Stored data
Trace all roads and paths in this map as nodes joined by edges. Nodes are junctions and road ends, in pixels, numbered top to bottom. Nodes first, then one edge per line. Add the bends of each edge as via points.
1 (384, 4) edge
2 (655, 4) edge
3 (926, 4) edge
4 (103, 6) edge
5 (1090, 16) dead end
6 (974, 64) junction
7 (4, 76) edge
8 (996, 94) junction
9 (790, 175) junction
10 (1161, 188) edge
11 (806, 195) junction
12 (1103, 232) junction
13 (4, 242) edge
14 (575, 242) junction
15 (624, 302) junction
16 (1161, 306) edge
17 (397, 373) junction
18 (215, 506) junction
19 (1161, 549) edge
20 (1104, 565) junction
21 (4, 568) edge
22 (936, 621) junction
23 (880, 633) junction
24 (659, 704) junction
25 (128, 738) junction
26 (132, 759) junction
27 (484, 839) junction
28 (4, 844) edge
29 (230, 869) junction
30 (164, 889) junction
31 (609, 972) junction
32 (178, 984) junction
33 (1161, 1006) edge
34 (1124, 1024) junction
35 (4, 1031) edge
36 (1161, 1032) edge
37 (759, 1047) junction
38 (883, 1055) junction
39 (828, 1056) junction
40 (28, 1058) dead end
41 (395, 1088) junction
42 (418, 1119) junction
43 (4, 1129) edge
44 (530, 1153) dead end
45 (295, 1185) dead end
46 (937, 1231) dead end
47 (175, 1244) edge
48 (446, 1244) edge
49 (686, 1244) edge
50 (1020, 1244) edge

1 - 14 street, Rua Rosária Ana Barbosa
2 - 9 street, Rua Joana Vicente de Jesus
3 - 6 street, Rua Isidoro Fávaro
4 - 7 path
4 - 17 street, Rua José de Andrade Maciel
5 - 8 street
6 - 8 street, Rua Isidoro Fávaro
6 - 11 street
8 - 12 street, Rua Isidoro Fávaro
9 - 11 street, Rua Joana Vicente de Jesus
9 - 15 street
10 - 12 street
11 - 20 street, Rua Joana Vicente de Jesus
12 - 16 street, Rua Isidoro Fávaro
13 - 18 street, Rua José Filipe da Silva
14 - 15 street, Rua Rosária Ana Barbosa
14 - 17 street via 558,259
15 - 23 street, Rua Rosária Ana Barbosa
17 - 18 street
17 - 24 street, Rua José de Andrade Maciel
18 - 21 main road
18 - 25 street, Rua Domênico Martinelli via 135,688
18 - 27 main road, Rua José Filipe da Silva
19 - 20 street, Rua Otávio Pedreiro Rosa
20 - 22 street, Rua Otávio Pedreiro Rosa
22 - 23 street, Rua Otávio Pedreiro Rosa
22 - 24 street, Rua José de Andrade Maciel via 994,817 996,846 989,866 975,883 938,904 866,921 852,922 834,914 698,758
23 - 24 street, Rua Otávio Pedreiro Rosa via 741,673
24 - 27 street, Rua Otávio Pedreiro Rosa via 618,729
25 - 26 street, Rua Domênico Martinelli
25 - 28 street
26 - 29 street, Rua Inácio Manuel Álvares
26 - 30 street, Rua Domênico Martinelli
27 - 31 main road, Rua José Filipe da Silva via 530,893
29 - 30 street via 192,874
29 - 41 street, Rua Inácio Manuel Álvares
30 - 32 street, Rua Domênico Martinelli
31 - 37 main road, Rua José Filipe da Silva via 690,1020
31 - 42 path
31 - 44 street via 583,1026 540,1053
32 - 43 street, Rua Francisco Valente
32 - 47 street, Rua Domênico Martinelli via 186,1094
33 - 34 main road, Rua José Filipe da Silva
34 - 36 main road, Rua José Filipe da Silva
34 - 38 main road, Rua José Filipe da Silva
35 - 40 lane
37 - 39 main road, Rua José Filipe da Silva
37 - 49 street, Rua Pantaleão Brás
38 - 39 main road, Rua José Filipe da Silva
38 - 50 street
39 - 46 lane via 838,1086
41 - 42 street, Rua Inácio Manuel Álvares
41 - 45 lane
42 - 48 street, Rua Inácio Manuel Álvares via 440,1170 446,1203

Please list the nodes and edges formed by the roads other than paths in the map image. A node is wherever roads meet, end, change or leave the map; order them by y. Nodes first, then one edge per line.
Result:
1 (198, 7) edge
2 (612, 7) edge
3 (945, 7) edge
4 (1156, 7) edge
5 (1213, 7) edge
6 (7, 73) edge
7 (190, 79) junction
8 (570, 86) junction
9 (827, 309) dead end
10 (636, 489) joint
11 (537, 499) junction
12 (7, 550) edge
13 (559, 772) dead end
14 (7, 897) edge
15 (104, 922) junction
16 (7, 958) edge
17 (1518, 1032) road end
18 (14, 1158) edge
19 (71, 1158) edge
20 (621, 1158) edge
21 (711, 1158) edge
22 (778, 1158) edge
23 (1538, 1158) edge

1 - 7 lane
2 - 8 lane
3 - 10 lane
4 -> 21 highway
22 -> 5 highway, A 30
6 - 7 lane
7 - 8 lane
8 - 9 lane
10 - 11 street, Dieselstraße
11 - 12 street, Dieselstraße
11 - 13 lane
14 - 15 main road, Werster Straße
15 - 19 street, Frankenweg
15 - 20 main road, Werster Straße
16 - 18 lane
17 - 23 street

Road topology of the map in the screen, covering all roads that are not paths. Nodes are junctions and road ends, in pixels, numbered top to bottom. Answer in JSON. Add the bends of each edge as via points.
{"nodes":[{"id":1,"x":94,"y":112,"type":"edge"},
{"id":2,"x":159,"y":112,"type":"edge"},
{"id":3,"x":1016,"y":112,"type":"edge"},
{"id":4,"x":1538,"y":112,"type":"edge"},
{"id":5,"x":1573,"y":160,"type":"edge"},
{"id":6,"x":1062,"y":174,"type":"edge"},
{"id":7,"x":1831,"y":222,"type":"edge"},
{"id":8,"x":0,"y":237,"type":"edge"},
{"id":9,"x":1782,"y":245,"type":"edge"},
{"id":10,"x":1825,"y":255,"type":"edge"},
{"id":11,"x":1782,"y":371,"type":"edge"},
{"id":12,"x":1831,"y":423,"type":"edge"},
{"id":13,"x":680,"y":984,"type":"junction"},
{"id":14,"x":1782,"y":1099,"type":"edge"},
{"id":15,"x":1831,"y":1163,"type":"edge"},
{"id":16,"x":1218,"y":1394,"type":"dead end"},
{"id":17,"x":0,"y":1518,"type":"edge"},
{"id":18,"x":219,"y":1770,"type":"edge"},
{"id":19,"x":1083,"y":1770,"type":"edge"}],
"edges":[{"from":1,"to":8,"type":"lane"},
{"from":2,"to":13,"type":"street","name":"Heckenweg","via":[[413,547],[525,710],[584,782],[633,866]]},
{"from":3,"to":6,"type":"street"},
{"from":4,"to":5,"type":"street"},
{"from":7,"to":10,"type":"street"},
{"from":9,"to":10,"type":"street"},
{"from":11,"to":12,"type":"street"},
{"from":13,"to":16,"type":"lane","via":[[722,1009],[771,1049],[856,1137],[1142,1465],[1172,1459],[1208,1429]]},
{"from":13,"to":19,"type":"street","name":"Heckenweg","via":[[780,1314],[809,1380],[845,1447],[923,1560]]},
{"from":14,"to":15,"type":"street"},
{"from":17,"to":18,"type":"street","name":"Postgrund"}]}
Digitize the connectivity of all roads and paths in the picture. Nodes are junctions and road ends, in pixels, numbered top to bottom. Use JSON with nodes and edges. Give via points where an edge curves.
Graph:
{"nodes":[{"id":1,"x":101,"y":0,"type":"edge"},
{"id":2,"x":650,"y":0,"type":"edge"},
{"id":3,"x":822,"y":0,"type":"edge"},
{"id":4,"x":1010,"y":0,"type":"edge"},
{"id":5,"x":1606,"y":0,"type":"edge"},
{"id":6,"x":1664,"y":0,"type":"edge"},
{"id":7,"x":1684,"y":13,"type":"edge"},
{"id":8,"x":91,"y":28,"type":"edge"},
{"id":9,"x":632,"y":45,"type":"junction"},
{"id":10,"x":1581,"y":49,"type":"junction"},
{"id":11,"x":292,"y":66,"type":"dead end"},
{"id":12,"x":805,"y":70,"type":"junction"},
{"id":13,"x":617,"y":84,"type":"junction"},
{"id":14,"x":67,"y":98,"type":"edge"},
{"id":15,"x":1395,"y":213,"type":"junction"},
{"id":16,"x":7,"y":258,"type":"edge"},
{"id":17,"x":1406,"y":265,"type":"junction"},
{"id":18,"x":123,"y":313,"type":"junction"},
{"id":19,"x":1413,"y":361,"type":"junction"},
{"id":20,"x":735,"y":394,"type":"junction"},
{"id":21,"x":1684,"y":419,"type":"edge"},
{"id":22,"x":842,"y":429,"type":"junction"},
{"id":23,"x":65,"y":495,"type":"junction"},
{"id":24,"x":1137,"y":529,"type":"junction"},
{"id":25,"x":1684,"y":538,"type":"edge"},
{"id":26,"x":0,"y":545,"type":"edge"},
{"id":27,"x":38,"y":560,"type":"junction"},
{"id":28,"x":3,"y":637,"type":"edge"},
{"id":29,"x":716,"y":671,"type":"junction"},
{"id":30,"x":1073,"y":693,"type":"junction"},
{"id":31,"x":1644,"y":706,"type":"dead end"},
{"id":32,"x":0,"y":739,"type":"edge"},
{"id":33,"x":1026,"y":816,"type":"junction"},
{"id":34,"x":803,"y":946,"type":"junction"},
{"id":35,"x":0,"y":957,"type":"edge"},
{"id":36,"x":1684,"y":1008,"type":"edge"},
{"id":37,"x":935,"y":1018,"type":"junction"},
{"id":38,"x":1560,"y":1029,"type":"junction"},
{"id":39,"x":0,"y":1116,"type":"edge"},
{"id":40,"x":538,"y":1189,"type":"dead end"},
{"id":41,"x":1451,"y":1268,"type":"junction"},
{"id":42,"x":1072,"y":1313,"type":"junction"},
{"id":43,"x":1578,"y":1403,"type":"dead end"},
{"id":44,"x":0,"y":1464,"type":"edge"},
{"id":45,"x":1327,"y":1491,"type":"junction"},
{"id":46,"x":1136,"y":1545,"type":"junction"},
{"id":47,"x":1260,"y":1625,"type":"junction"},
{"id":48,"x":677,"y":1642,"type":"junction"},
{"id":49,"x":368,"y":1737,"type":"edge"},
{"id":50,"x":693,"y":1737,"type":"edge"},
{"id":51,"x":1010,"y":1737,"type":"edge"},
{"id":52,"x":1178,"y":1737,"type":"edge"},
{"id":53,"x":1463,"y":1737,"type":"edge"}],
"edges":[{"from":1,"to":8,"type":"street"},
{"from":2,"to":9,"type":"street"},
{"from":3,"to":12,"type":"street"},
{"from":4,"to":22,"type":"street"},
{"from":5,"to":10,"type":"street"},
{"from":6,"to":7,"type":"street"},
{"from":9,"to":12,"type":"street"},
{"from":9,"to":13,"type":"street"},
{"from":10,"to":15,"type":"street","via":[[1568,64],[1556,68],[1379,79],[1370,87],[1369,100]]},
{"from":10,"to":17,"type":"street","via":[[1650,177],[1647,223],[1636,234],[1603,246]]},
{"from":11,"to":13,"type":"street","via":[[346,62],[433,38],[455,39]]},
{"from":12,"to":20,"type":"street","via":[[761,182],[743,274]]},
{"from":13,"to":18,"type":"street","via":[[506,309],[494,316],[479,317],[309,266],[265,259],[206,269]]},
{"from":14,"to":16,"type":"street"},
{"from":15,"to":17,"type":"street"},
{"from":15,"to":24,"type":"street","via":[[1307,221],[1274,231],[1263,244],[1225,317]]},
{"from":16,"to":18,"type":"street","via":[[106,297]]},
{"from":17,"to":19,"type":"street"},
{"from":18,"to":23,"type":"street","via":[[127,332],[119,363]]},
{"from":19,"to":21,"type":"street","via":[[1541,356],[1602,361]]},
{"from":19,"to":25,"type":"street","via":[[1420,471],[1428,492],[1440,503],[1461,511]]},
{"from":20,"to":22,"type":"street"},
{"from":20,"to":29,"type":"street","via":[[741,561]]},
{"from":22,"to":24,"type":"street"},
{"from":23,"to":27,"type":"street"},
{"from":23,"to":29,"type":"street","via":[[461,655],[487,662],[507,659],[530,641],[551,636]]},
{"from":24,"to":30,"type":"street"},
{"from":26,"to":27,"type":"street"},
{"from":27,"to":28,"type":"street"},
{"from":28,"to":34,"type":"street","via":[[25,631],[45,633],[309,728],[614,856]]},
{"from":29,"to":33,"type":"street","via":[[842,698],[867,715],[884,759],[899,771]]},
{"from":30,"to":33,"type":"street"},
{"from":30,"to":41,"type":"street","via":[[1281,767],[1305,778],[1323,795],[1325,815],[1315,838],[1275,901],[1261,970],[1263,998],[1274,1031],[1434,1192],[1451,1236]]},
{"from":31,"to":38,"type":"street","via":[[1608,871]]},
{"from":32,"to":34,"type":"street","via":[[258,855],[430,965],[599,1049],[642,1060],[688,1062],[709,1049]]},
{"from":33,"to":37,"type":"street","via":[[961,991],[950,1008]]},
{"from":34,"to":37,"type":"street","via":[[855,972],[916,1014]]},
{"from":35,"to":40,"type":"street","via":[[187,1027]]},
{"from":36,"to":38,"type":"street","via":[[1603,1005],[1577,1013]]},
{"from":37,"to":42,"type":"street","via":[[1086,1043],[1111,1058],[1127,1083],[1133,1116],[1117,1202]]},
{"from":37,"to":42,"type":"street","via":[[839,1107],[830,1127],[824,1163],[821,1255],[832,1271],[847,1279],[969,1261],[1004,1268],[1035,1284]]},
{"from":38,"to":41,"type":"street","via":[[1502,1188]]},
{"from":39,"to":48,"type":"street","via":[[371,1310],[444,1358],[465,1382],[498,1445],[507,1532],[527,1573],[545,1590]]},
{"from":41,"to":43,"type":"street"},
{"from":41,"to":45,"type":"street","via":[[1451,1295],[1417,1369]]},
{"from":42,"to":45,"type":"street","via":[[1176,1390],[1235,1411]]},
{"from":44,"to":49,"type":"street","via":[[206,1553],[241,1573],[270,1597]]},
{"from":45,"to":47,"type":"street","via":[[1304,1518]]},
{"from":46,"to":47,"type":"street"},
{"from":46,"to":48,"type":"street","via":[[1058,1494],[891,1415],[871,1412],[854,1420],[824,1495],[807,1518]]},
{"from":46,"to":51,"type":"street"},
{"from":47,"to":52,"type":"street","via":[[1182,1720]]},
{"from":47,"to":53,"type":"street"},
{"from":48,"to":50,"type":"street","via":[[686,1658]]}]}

(About this task) Looking at the records, state how many lines contain "bottom" and write nothing besides that number.

(Response box) 3